By JOY BROWN
“Piper” is the fitting name given to a cat that spent a cold three days refusing to leave a drainage pipe near Donnell Middle School.
When he was finally lured out Friday morning, he was hypothermic, emaciated and covered in mud.
“If they truly have nine lives, he probably has three left,” said Findlay Animal Hospital veterinarian Dr. David Calland, who is assessing the cat’s health.
Piper’s story, which attracted statewide attention, began Wednesday when a nearby resident heard him crying.
“It’s unusual for tame cats like him to go into drains like that. We get others in storm drains, but usually not that far up. In this case, something must have spooked him down there,” said Dana Berger, Hancock County Humane Society dog warden and humane officer.

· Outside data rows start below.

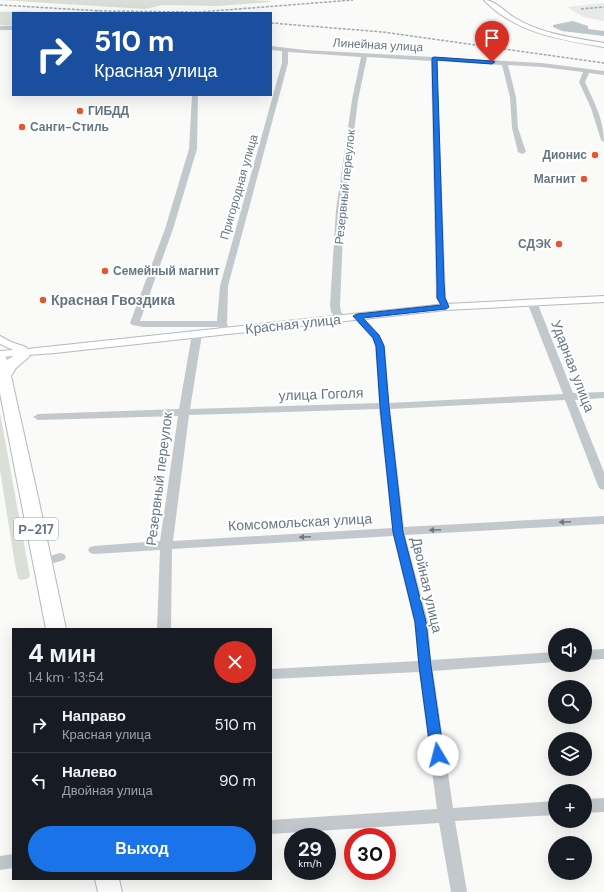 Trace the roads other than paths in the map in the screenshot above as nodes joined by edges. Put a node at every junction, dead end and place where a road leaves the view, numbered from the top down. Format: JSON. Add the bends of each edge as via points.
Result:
{"nodes":[{"id":1,"x":486,"y":0,"type":"edge"},
{"id":2,"x":0,"y":28,"type":"edge"},
{"id":3,"x":12,"y":28,"type":"edge"},
{"id":4,"x":604,"y":45,"type":"edge"},
{"id":5,"x":272,"y":48,"type":"edge"},
{"id":6,"x":285,"y":50,"type":"junction"},
{"id":7,"x":364,"y":56,"type":"junction"},
{"id":8,"x":434,"y":58,"type":"junction"},
{"id":9,"x":505,"y":63,"type":"junction"},
{"id":10,"x":587,"y":70,"type":"junction"},
{"id":11,"x":604,"y":73,"type":"edge"},
{"id":12,"x":195,"y":96,"type":"edge"},
{"id":13,"x":604,"y":140,"type":"edge"},
{"id":14,"x":522,"y":152,"type":"dead end"},
{"id":15,"x":604,"y":299,"type":"edge"},
{"id":16,"x":532,"y":302,"type":"junction"},
{"id":17,"x":446,"y":307,"type":"junction"},
{"id":18,"x":357,"y":316,"type":"junction"},
{"id":19,"x":341,"y":318,"type":"junction"},
{"id":20,"x":224,"y":327,"type":"junction"},
{"id":21,"x":198,"y":334,"type":"junction"},
{"id":22,"x":0,"y":339,"type":"edge"},
{"id":23,"x":28,"y":353,"type":"junction"},
{"id":24,"x":0,"y":354,"type":"edge"},
{"id":25,"x":0,"y":359,"type":"edge"},
{"id":26,"x":2,"y":376,"type":"edge"},
{"id":27,"x":604,"y":395,"type":"edge"},
{"id":28,"x":570,"y":398,"type":"junction"},
{"id":29,"x":384,"y":406,"type":"junction"},
{"id":30,"x":184,"y":413,"type":"junction"},
{"id":31,"x":38,"y":417,"type":"dead end"},
{"id":32,"x":604,"y":486,"type":"edge"},
{"id":33,"x":604,"y":520,"type":"edge"},
{"id":34,"x":398,"y":532,"type":"junction"},
{"id":35,"x":166,"y":545,"type":"junction"},
{"id":36,"x":94,"y":550,"type":"dead end"},
{"id":37,"x":56,"y":628,"type":"edge"},
{"id":38,"x":164,"y":628,"type":"edge"},
{"id":39,"x":604,"y":654,"type":"edge"},
{"id":40,"x":592,"y":655,"type":"edge"},
{"id":41,"x":548,"y":657,"type":"edge"},
{"id":42,"x":425,"y":666,"type":"junction"},
{"id":43,"x":272,"y":674,"type":"edge"},
{"id":44,"x":604,"y":805,"type":"edge"},
{"id":45,"x":592,"y":806,"type":"edge"},
{"id":46,"x":548,"y":808,"type":"edge"},
{"id":47,"x":446,"y":815,"type":"junction"},
{"id":48,"x":272,"y":827,"type":"edge"},
{"id":49,"x":12,"y":861,"type":"edge"},
{"id":50,"x":0,"y":864,"type":"edge"},
{"id":51,"x":107,"y":880,"type":"edge"},
{"id":52,"x":110,"y":892,"type":"edge"},
{"id":53,"x":459,"y":892,"type":"edge"}],
"edges":[{"from":1,"to":4,"type":"main road","via":[[508,18],[532,30]]},
{"from":2,"to":3,"type":"street"},
{"from":5,"to":6,"type":"street","name":"Линейная улица"},
{"from":6,"to":7,"type":"street","name":"Линейная улица"},
{"from":6,"to":20,"type":"street","name":"Пригородная улица","via":[[285,63],[224,286]]},
{"from":7,"to":8,"type":"street","name":"Линейная улица"},
{"from":7,"to":19,"type":"street","name":"Резервный переулок","via":[[355,100],[340,210],[335,305],[336,312]]},
{"from":8,"to":9,"type":"street","name":"Линейная улица"},
{"from":8,"to":17,"type":"street","via":[[441,298]]},
{"from":9,"to":10,"type":"street","name":"Линейная улица"},
{"from":9,"to":14,"type":"street","via":[[513,97],[515,128]]},
{"from":10,"to":11,"type":"street","name":"Линейная улица"},
{"from":10,"to":13,"type":"street","via":[[582,82]]},
{"from":12,"to":20,"type":"street","via":[[193,149],[169,229],[135,323]]},
{"from":15,"to":16,"type":"main road","name":"Красная улица"},
{"from":16,"to":17,"type":"main road","name":"Красная улица"},
{"from":16,"to":28,"type":"street","name":"Ударная улица"},
{"from":17,"to":18,"type":"main road","name":"Красная улица"},
{"from":18,"to":19,"type":"main road","name":"Красная улица"},
{"from":18,"to":29,"type":"street","name":"Двойная улица","via":[[376,337],[380,346]]},
{"from":19,"to":20,"type":"main road","name":"Красная улица"},
{"from":20,"to":21,"type":"main road","name":"Красная улица"},
{"from":21,"to":23,"type":"main road","name":"Красная улица"},
{"from":21,"to":30,"type":"street","name":"Резервный переулок"},
{"from":22,"to":23,"type":"main road"},
{"from":23,"to":24,"type":"main road","name":"Красная улица"},
{"from":23,"to":25,"type":"main road","name":"Красная улица"},
{"from":23,"to":26,"type":"highway","via":[[14,361]]},
{"from":25,"to":26,"type":"highway","number":"Р-217"},
{"from":26,"to":37,"type":"highway","number":"Р-217","via":[[51,560]]},
{"from":27,"to":28,"type":"street","name":"улица Гоголя"},
{"from":28,"to":29,"type":"street","name":"улица Гоголя"},
{"from":28,"to":32,"type":"street","name":"Ударная улица"},
{"from":29,"to":30,"type":"street","name":"улица Гоголя"},
{"from":29,"to":34,"type":"street","name":"Двойная улица"},
{"from":30,"to":31,"type":"street","name":"улица Гоголя"},
{"from":30,"to":35,"type":"street","name":"Резервный переулок"},
{"from":33,"to":34,"type":"street","name":"Комсомольская улица","one_way":true},
{"from":34,"to":35,"type":"street","name":"Комсомольская улица","one_way":true},
{"from":34,"to":42,"type":"street","name":"Двойная улица","via":[[421,622]]},
{"from":35,"to":36,"type":"street","name":"Комсомольская улица"},
{"from":35,"to":38,"type":"street","name":"Резервный переулок"},
{"from":39,"to":40,"type":"street"},
{"from":41,"to":42,"type":"street"},
{"from":42,"to":43,"type":"street"},
{"from":42,"to":47,"type":"street","name":"Двойная улица"},
{"from":44,"to":45,"type":"street"},
{"from":46,"to":47,"type":"street"},
{"from":47,"to":48,"type":"street"},
{"from":47,"to":53,"type":"street","name":"Двойная улица"},
{"from":49,"to":50,"type":"street"},
{"from":51,"to":52,"type":"highway"}]}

On Friday, TV news crews, school officials and Humane Society workers amassed at the scene as school groundskeepers cut through the pipe to try to free the cat.
But Piper was reluctant to come out.
Berger said some of the more unusual rescue suggestions made to his office included using a vacuum, a Roto-Rooter, firecrackers, and dangling catnip on the end of a stick.

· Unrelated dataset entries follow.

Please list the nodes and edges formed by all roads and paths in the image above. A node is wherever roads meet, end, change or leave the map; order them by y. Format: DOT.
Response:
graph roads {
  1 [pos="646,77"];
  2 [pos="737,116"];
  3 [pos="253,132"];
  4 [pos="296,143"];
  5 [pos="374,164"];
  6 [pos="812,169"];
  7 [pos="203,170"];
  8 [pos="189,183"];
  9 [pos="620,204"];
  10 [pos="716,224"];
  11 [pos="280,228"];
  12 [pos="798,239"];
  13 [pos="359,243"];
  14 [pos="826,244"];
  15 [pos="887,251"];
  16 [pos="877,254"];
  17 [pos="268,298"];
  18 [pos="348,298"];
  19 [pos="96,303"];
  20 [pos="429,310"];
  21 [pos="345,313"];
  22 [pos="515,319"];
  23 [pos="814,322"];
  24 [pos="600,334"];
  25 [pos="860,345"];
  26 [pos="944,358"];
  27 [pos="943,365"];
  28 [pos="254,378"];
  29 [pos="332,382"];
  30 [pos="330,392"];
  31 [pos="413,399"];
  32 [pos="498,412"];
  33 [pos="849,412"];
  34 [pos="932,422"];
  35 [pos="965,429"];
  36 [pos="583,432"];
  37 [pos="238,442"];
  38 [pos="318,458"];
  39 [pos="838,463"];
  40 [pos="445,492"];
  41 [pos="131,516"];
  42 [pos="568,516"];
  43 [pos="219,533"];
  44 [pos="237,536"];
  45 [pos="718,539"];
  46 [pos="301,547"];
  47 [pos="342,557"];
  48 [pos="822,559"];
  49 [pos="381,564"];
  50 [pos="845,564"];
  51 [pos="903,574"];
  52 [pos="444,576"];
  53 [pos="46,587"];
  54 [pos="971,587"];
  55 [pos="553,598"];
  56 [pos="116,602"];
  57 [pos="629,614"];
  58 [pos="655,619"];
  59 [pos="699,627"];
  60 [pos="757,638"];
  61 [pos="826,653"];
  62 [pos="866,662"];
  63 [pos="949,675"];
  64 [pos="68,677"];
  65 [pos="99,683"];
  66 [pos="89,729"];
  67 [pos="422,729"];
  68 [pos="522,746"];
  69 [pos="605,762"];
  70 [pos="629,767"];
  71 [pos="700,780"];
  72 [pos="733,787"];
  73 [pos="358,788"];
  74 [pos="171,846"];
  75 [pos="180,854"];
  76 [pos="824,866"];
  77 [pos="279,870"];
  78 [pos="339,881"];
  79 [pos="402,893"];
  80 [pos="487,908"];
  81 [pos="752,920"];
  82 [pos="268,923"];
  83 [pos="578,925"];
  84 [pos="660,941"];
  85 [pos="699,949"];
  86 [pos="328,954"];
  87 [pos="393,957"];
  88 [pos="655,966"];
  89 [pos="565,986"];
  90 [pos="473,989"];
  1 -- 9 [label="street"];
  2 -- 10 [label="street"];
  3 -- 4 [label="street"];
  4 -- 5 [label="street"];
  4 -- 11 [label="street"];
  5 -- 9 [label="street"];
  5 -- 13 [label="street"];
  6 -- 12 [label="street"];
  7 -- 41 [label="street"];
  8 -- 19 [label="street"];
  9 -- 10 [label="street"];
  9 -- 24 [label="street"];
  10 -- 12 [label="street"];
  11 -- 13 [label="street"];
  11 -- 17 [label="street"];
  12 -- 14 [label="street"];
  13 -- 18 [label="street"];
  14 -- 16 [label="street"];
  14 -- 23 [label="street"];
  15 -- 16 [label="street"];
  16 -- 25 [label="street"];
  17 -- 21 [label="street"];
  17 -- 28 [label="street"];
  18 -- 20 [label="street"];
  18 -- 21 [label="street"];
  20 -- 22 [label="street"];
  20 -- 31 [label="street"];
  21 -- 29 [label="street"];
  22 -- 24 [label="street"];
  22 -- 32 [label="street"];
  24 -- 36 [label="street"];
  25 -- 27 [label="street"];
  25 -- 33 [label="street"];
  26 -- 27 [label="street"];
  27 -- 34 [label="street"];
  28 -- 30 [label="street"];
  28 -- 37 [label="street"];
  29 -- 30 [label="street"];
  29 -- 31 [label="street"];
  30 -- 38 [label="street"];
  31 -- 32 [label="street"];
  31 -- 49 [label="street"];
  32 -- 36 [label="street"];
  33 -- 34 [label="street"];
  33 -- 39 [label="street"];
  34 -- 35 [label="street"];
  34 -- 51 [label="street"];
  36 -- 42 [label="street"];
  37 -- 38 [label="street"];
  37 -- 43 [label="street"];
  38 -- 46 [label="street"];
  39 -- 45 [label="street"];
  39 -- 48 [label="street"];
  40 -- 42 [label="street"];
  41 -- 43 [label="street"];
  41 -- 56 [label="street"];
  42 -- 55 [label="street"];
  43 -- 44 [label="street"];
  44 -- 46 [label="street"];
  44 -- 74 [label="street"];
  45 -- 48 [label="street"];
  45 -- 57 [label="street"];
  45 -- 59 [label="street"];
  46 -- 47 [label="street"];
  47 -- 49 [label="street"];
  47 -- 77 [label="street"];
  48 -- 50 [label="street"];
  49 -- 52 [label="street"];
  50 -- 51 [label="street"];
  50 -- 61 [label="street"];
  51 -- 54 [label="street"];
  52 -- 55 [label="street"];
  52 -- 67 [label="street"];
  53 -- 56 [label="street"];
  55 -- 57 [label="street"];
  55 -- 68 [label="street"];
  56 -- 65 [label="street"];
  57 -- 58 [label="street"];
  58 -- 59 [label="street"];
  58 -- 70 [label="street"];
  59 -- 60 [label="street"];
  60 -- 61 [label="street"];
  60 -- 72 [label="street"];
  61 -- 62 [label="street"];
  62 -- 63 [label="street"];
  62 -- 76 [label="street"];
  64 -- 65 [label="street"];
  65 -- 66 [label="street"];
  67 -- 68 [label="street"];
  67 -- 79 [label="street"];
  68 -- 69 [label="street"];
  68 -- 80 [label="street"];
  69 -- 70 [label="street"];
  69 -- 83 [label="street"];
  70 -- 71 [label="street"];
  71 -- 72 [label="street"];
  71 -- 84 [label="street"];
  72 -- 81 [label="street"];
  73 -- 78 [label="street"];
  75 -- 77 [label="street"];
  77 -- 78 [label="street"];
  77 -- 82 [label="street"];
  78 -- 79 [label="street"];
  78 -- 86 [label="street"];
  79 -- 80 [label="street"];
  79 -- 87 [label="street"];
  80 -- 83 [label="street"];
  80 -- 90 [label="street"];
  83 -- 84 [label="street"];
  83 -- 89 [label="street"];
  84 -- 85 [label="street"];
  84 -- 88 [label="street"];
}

What eventually did the trick was time, patience, food, and cajoling.
Treats like tuna and sardines were left near the pipe’s entrance. Water was sucked out of the hole, and Berger’s assistant, Joella Hamlin, positioned a piece of cardboard over water that remained so Piper wouldn’t get wet feet.
A cellphone with a meowing app was used, as was the old standby, “Here, kitty kitty!”

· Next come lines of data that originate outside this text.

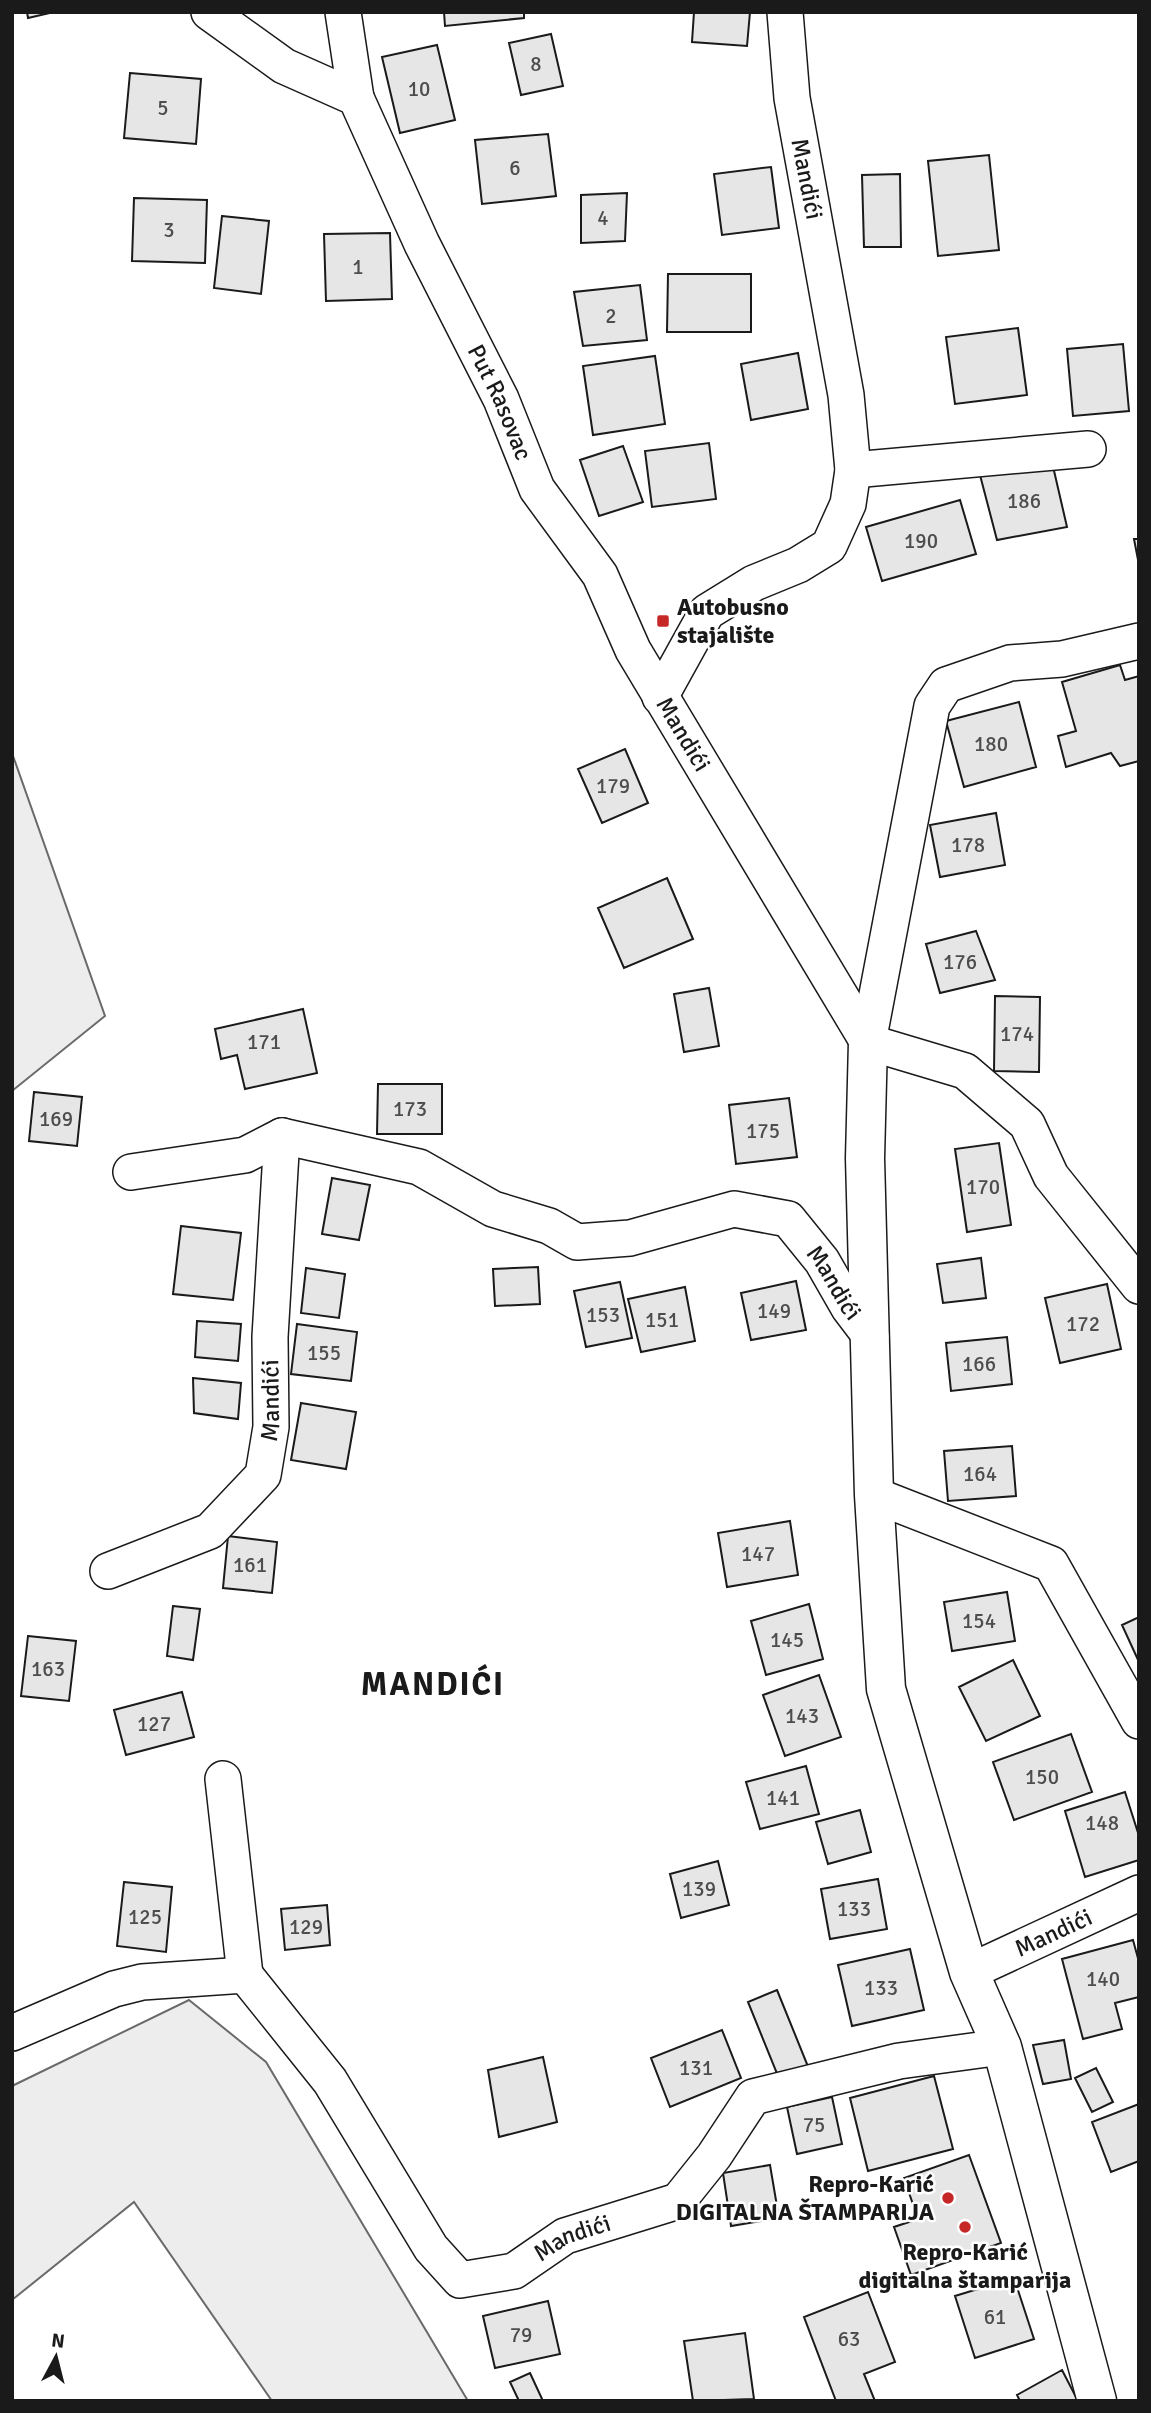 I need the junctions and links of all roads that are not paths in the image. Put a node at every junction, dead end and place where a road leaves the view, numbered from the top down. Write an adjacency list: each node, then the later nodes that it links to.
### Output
1 (209, 12): 4 (street)
2 (343, 12): 4 (street, Put Rasovac)
3 (785, 12): 6 (street, Mandići)
4 (356, 98): 8 (street, Put Rasovac)
5 (1088, 449): 6 (street)
6 (853, 470): 8 (street, Mandići)
7 (1139, 641): 9 (street, Mandići)
8 (660, 697): 9 (street, Mandići)
9 (869, 1042): 12 (street); 13 (street, Mandići)
10 (282, 1136): 11 (street); 13 (street, Mandići); 15 (street, Mandići)
11 (131, 1172)
12 (1139, 1286)
13 (871, 1337): 14 (street, Mandići)
14 (874, 1495): 16 (street); 19 (street, Mandići)
15 (108, 1571)
16 (1139, 1721)
17 (223, 1779): 20 (street)
18 (1139, 1893): 19 (street, Mandići)
19 (969, 1972): 22 (street, Mandići)
20 (245, 1975): 21 (street); 22 (street, Mandići)
21 (12, 2033)
22 (1002, 2047): 23 (street, Mandići)
23 (1097, 2401)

When Piper finally decided to come out, Berger was at the ready with a net to pull him up.
“He was cold and lethargic. A lot of water is starting to run off (from melting snow), and he was soaked,” Berger said.
Shortly after his capture, Piper’s body temperature measured 95 degrees. About 102 is normal for a cat, Calland said.
On Friday afternoon, the orange tiger stripe, which Calland estimates is at least 12 years old, seemed to have put the ordeal behind him. A friendly, tame feline, he enjoys petting and attention.
Calland said Piper was cared for at some point in his life, as evidenced by his demeanor, and by the fact that he’s neutered and declawed.
“He’s a special cat, no question,” Calland said.
Judging by his bony frame and injuries, the cat has been outside and on his own “for a while,” the vet determined. Piper has bloody scratches under his chin, which indicate he’s had skirmishes with cats or other animals. He also has a fractured back leg and some lumps around his jawline.
“He’s led a rough life. He’s well-traveled,” Calland said. “He doesn’t have much muscle mass and there’s evidence of old injuries. But he’s a happy cat, despite all his issues.”
Blood work and X-rays are in order.
Berger said $200 was anonymously donated for Piper’s immediate needs.
If no one comes forward to claim Piper as theirs, Berger said numerous people, “too many to count,” have expressed interest in adopting him.
Berger said those who were particularly helpful in freeing the cat were Findlay City Schools stadium maintenance worker Kyle Ford, schools maintenance supervisor Dennis Doolittle, school district operations director Dennis McPheron, Donnell Principal Don Williams, Superintendent Dean Wittwer, and Assistant Superintendent Craig Kupferberg.